Better billing through upcoding, public cost high

The federal government is paying billions more per year to Medicare Advantage plans because of upcoded billing, according to a working paper by the National Bureau of Economic Research. CMS pays private Medicare Advantage (MA) plans based on diagnosis-based subsidies, also known as risk adjustment, that reflect an enrollee’s health. As a result, according to the research, enrollees in the private MA plans have 6 to 16 percent higher diagnosis-based risk scores than enrollees in fee-for-service Medicare. In 2014, the additional cost to the government of MA enrollment was around $640 per person per year. With around 16 million Medicare beneficiaries choosing MA, the researchers noted that this translated to an excess public cost of approximately $10.5 billion annually.

Risk adjustments

Between 2003 and 2014, the number of consumers enrolled in a market where an insurer’s payment is based on the consumer’s diagnosed health state grew from zero enrollees to almost 50 million, including state and federal Health Insurance Exchanges created under the Patient Protection and Affordable Care Act (ACA) (P.L. 111-148). The diagnosis-based subsidies to insurers are known as “risk adjustment” and compensate insurers for enrolling high expected-cost consumers. This risk adjustment reduces insurer incentives to distort insurance plan characteristics to attract lower-cost enrollees and addresses the impact of high-cost enrollees driving up plan prices.

Generally for hospital and physician coverage, Medicare beneficiaries can choose a traditional fee-for-service (FFS) option or enroll with a private insurer through MA. In the FFS system, the reimbursement is usually independent of a recorded diagnosis, whereas private MA plans have the noted risk adjustment based on diagnosis.

MA plans are attractive to Medicare beneficiaries because, compared to the traditional system, these plans offer more comprehensive financial coverage, such as lower deductibles and coinsurance rates, as well as additional benefits, such as dental care and vision care.


In practice, the diagnoses used to determine the risk adjustment are reported by physicians and aggregated into a risk score that reflects the consumer’s expected claims cost. Higher scores yield a higher net payment to the insurer. As a result, the researchers noted, insurers have an incentive to influence physicians to upcode diagnosis information in a patient’s record to maximize the insurer subsidy. Insurers do this in practice, for example, by paying physicians on the basis of codes assigned – certain codes net the physician a higher payment.

By examining how a risk score can change depending on an enrollee’s choice of an insurance plan, the researchers found that in a partially privatized public spending program such as Medicare, this upcoding increases the cost of the program to taxpayers, to the tune of $10.5 billion annually. Moreover, consumers are driven toward higher coding intensity plans because of the diagnosis-based subsidy.

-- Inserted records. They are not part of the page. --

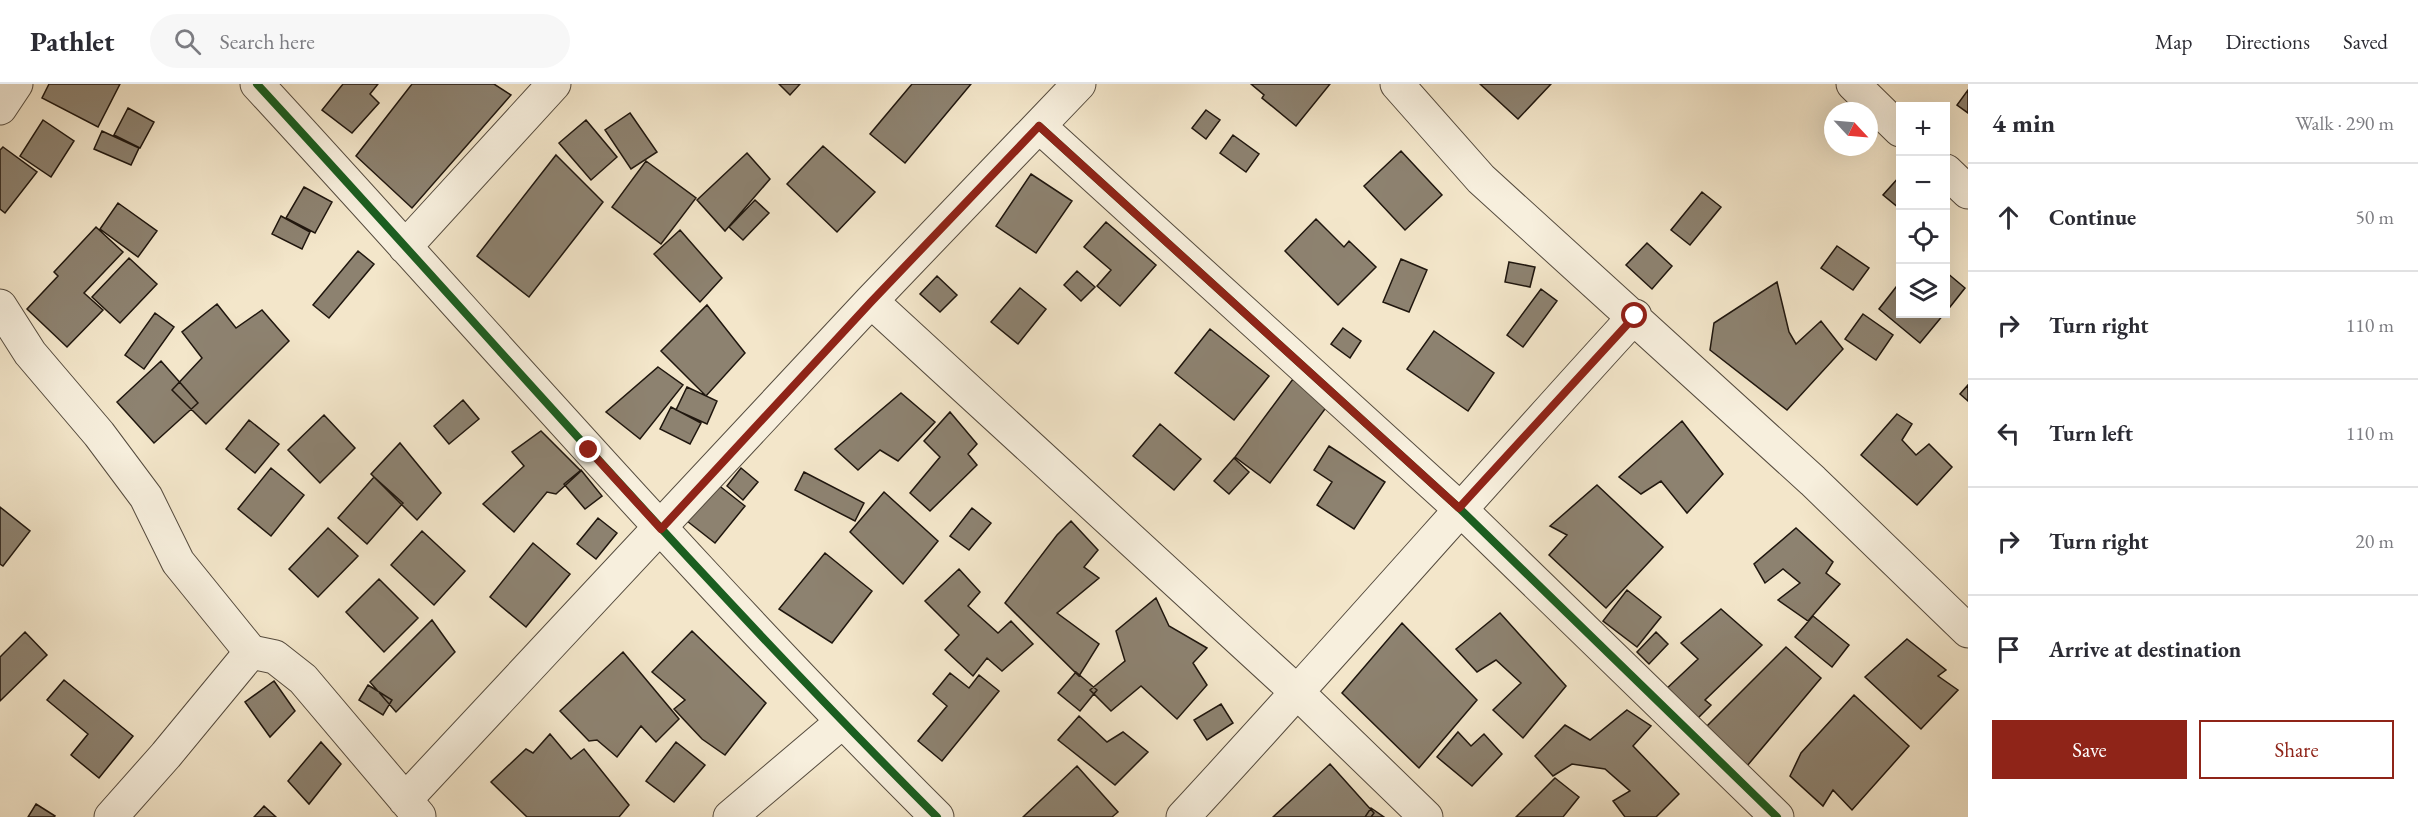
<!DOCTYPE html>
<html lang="en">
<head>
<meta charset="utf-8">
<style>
  :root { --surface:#fff; --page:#f7f7f7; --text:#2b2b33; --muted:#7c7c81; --line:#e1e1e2; --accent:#8f2418 }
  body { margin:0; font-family:"EB Garamond",serif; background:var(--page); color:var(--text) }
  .controls { position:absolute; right:18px; top:18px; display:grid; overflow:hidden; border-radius:0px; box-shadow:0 6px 24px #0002 }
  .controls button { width:54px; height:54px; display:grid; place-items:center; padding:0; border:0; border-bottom:2px solid var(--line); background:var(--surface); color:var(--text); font:30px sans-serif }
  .compass { position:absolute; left:1824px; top:18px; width:54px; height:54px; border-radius:50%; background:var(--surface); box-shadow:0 6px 24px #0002; rotate:116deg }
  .stop { position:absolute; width:18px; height:18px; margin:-14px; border:4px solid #8f2418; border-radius:50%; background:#fff }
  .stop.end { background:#8f2418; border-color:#fff; box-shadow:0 2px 6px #0008 }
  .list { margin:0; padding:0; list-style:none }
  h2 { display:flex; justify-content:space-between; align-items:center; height:78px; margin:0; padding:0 24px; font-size:26px }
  h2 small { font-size:20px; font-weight:400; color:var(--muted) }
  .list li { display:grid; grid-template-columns:39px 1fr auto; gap:18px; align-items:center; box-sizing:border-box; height:108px; padding:0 24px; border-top:2px solid var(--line) }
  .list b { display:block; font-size:22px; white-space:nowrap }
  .list em { font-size:20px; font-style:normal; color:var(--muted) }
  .actions { display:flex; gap:12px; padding:18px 24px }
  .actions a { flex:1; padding:14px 0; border:2px solid var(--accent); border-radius:0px; text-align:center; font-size:21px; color:var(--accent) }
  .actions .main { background:var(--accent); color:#fff }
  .icon { flex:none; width:33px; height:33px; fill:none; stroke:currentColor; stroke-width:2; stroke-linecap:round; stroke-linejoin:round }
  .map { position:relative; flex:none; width:1968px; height:733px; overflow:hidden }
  header { display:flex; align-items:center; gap:36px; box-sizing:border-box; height:84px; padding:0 30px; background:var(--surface); border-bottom:2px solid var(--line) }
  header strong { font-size:28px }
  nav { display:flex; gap:33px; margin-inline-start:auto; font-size:21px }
  .search { width:420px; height:54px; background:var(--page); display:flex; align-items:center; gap:15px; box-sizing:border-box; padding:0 21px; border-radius:33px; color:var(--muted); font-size:22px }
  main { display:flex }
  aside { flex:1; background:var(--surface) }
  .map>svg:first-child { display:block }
</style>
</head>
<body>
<header>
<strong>Pathlet</strong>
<div class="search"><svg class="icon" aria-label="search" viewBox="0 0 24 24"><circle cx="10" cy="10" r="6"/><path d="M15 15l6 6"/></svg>Search here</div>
<nav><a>Map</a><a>Directions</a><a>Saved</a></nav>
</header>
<main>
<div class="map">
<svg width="1968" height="733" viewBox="0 0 1968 733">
  <rect width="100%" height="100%" fill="#f3e6ca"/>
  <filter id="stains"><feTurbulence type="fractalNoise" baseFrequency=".00333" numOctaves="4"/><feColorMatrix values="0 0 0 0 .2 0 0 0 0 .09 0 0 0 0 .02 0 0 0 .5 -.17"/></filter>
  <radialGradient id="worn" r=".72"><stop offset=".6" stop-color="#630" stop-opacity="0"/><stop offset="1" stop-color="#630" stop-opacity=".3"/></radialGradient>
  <!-- building -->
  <path fill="#8d8270" stroke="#1f160e" stroke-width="1.5" d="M49 0H120L98 43 42 14Z
    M343 0H378L370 10 379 19 352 49 322 26Z
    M412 0H494L511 11 412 124 356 72Z
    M779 0H800L790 11Z
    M912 0H971L905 79 870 50Z
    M1251 0H1330L1296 42 1262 14 1264 11Z
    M1480 0H1551L1518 35Z
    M1968 6V29L1957 21Z
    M128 24 154 38 140 64 114 51Z
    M1206 26 1220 36 1206 55 1192 44Z
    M630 29 657 68 631 85 605 46Z
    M43 36 74 57 51 93 20 72Z
    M586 36 617 73 591 96 559 59Z
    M102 47 139 64 131 81 94 65Z
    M1233 51 1259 70 1246 88 1220 69Z
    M823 62 875 108 837 148 787 100Z
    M3 63 37 88 5 129 0 125V66Z
    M1401 67 1442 111 1405 146 1364 102Z
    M747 69 770 95 725 147 697 116Z
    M556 71 603 118 529 213 477 172Z
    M646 77 696 114 661 160 612 123Z
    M1031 90 1072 117 1036 169 996 142Z
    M1900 92V122L1899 124 1883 111Z
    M304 103 332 118 315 149 286 134Z
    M1702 108 1721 123 1690 161 1671 146Z
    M755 116 769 129 743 156 729 143Z
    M118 119 157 147 138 173 100 145Z
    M281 132 310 148 302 165 272 150Z
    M1316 135 1344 163 1349 157 1376 183 1338 221 1285 167Z
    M1106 138 1156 181 1120 222 1097 202 1111 186 1084 163Z
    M96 143 123 168 84 209 103 226 67 263 27 225 58 192 54 188Z
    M680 146 722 194 700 218 654 170Z
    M1647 159 1672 182 1652 205 1626 181Z
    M1837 162 1869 184 1853 206 1821 184Z
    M358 167 374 180 329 234 313 221Z
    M129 174 157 200 120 239 92 213Z
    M1401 175 1427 186 1409 228 1383 218Z
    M1509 178 1535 183 1530 203 1505 198Z
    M1077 187 1095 203 1081 217 1064 201Z
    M1946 188 1965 204 1946 228Z
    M937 192 957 211 940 228 920 210Z
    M1777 198 1789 248 1796 260 1821 237 1843 265 1787 326 1710 266 1714 239Z
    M1900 198V230H1944L1920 259 1879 225Z
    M1020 204 1046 225 1018 260 991 238Z
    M1541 205 1557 217 1523 263 1507 251Z
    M217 220 236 244 262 226 289 257 206 340 172 306 202 274 182 248Z
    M707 221 745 269 706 312 661 267Z
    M155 229 174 243 144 285 125 271Z
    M1863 230 1893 251 1876 276 1845 255Z
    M1343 244 1361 257 1350 274 1331 260Z
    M1210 245 1269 292 1234 336 1175 289Z
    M1434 247 1494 289 1468 327 1407 285Z
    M161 277 198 319 154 359 117 318Z
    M658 283 683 301 640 355 606 328Z
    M1293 295 1328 321 1270 399 1235 373Z
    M1968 301V317L1960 310Z
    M687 303 717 317 707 340 676 326Z
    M901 309 935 338 898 377 880 366 858 386 835 365Z
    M463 316 479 335 449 360 434 342Z
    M671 323 701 339 690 360 660 345Z
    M950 328 977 360 968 370 977 381 930 427 910 409 940 373 924 357Z
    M1897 330 1912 340 1902 356 1916 371 1929 360 1952 383 1917 421 1861 371Z
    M324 331 355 364 320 399 288 366Z
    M249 336 279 360 255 389 226 365Z
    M1682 337 1723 390 1687 429 1661 397 1641 410 1619 393Z
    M1160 340 1201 375 1174 406 1133 372Z
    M541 347 581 387 556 410 547 408 514 448 483 420 524 382 512 368Z
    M400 359 441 409 417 436 371 390Z
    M1329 362 1385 398 1354 445 1317 421 1332 398 1314 386Z
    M1234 374 1249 388 1229 410 1214 397Z
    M271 384 304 411 271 452 238 425Z
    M741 384 758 398 743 416 727 402Z
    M581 386 602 412 585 425 564 400Z
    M804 388 864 419 855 437 795 406Z
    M374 393 403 419 367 460 338 434Z
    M717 400 745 422 715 459 687 437Z
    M1597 401 1663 463 1606 524 1549 471 1567 451 1550 442Z
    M884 408 938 457 903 500 850 448Z
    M0 423 30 447 3 482 0 480Z
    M972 424 991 439 969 466 950 452Z
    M598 434 617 449 596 475 577 460Z
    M1071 437 1098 466 1084 483 1099 494 1057 529 1099 560 1079 592 1005 519 1057 451Z
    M328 444 358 472 318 513 289 485Z
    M1796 444 1833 478 1826 489 1840 500 1808 537 1778 516 1800 499 1783 485 1765 499 1754 480Z
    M422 447 465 487 434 521 391 481Z
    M533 459 570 490 526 543 490 513Z
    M825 469 872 507 832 559 779 525Z
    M959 485 980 508 968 522 998 549 1011 537 1033 560 1002 587 987 574 973 592 945 566 959 551 925 517Z
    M379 495 418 534 384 568 346 528Z
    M1627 506 1661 533 1637 563 1603 537Z
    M1156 514 1169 542 1207 564 1193 579 1207 601 1177 635 1141 602 1111 627 1090 606 1125 577 1116 547Z
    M1721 525 1762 561 1705 616 1711 621 1695 637 1663 608 1698 575 1681 559Z
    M1500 529 1566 602 1523 654 1493 626 1521 599 1496 576 1477 588 1456 565Z
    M1813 532 1849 561 1832 583 1795 553Z
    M432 536 455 568 396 628 370 598Z
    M1402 539 1477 616 1419 684 1342 609Z
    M692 547 766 619 725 671 702 655 674 625 685 616 652 588Z
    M25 548 47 571 0 617V573Z
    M1656 548 1668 560 1649 580 1637 568Z
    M1907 555 1946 586 1938 592 1958 606 1921 645 1865 593Z
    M1786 563 1821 594 1747 682 1705 644Z
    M623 568 679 635 656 658 641 642 617 673 597 656 589 657 560 627Z
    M1076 588 1097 606 1080 627 1058 609Z
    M950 589 969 604 979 591 999 607 942 677 918 657 947 622 933 610Z
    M64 596 133 652 99 694 71 671 88 650 47 616Z
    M274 597 295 627 270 653 245 618Z
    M368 601 392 616 383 631 359 616Z
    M1854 611 1909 662 1852 726 1833 706 1823 722 1790 692 1801 669Z
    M1221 620 1233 639 1207 656 1194 636Z
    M1627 626 1651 642 1633 662 1679 710 1656 733H1625L1613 717 1630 707 1605 685 1572 680 1553 692 1535 672 1565 641 1590 656Z
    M1079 632 1107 658 1123 648 1148 668 1115 701 1058 656Z
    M1458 648 1471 662 1484 650 1502 670 1472 702 1437 673Z
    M550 650 571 675 584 665 629 721 619 733H527L491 698 526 665 533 669Z
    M321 658 341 680 309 720 288 697Z
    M676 658 705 681 674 718 646 697Z
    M1330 680 1374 729 1371 733H1273Z
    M1077 682 1118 728 1112 733H1023Z
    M1555 694 1579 713 1563 733H1516Z
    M36 720 55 732 54 733H28Z
    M264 722 276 733H254Z
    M1371 724 1384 733H1365Z"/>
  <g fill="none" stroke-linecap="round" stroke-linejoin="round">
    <!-- minor casing -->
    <g stroke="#544a3d" stroke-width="35">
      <path id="minor" d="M257 0C483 245 701 498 937 733
        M1397 0 1481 95 1813 397 1968 547
        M1853 0 1900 46
        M0 24 16 0
        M1039 42 1459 424 1777 733
        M1946 87 1968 108
        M405 163 554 0
        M871 217 1298 609 1426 733
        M0 222 30 269 99 350 146 413 178 478 251 568
        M405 716 871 217 1079 0
        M111 733 166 671 251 568 275 573 303 595 419 732
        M730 733 842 638
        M1183 733C1336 568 1483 398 1635 232"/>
    </g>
    <!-- minor -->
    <use href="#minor" stroke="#f7efdd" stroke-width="33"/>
    <!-- cycleway casing -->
    <g stroke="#f7efdd" stroke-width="11">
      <path id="cycleway" d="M257 0C483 245 701 498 937 733
        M1039 42 1459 424 1777 733"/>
    </g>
    <!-- cycleway -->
    <use href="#cycleway" stroke="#1b5e20" stroke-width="8"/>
  </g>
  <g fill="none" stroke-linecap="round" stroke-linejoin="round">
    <!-- route -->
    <path stroke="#8f2418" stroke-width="8" d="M589 366 661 445 871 218 1039 42 1459 424 1635 232"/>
  </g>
  <rect width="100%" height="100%" filter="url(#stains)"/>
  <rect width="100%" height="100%" fill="url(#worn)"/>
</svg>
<div class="controls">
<button>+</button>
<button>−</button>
<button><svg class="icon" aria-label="locate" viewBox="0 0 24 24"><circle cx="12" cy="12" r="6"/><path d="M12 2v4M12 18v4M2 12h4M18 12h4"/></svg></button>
<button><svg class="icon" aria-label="layers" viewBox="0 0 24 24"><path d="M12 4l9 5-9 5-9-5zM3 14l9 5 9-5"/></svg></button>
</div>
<svg class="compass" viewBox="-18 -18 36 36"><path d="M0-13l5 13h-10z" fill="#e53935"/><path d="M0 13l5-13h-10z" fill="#7c7c81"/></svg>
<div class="stop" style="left:1635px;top:232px"></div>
<div class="stop end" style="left:589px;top:366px"></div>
</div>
<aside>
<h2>4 min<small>Walk · 290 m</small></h2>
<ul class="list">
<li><svg class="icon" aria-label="ahead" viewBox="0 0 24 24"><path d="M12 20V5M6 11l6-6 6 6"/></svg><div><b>Continue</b></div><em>50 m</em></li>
<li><svg class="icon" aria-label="right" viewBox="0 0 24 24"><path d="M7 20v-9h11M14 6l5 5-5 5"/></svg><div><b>Turn right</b></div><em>110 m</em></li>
<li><svg class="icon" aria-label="left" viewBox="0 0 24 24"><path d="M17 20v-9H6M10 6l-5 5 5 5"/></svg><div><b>Turn left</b></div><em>110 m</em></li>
<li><svg class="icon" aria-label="right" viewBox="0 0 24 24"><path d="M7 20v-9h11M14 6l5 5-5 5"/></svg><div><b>Turn right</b></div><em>20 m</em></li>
<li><svg class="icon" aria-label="arrive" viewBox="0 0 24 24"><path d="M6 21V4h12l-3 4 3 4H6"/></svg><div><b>Arrive at destination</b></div></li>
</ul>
<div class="actions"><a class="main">Save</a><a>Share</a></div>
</aside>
</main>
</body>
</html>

For example, data indicated that the average risk score in a county increased by one standard deviation as the MA plan penetration increased from zero to 100 percent. This implies that an individual’s risk score in MA is about 7 percent higher than the individual would be scored under FFS Medicare. In real world context, this risk score increase is equivalent to 7 percent of all consumers in the market becoming paraplegic, 12 percent of all consumers developing Parkinson’s disease, or 43 percent becoming diabetics. Since 2010, CMS has applied a 3.41 percent deflation factor to MA risk scores when determining payments to private plans in the MA program, under the assumption that private plans code the same patients more intensively.